START RECORDS TO USE

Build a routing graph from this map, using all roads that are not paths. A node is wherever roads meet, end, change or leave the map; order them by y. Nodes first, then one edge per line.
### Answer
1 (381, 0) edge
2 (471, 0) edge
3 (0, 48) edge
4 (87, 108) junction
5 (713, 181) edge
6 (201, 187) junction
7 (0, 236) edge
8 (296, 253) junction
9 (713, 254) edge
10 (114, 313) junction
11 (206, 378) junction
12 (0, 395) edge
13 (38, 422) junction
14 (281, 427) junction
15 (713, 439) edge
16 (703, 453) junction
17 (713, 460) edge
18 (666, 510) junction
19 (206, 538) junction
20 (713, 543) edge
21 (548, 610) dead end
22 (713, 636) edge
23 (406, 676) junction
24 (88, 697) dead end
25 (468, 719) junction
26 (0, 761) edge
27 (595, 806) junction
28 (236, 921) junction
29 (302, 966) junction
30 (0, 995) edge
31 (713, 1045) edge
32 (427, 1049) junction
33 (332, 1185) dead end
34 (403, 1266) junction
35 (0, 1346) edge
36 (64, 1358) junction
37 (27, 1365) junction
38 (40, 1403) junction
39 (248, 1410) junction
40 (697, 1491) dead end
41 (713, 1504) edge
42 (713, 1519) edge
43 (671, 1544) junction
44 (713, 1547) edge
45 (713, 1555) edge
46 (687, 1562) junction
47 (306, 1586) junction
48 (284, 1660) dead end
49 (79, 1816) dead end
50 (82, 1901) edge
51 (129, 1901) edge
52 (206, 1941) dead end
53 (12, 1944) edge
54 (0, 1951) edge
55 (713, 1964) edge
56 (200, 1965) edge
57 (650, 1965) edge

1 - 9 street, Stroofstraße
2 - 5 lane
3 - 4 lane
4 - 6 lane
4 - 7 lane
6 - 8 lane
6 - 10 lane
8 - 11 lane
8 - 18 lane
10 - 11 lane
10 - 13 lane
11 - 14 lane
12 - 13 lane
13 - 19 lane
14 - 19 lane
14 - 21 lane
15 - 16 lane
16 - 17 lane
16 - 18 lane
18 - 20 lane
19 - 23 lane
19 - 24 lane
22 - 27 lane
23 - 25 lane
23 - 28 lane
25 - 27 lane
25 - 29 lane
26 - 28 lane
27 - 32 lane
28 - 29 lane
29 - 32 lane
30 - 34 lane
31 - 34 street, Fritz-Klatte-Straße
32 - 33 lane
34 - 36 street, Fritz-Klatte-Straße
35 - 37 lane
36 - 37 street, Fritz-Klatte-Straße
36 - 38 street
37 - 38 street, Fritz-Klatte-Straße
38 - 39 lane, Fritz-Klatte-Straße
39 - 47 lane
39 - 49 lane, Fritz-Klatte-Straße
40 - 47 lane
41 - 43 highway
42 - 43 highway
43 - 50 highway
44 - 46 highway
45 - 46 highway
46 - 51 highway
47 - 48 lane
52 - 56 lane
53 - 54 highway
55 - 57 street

END RECORDS TO USE

WORK INSTRUCTION: Each line in the records above that contains the word "Fritz" must be copied.

TASK OUTPUT:
31 - 34 street, Fritz-Klatte-Straße
34 - 36 street, Fritz-Klatte-Straße
36 - 37 street, Fritz-Klatte-Straße
37 - 38 street, Fritz-Klatte-Straße
38 - 39 lane, Fritz-Klatte-Straße
39 - 49 lane, Fritz-Klatte-Straße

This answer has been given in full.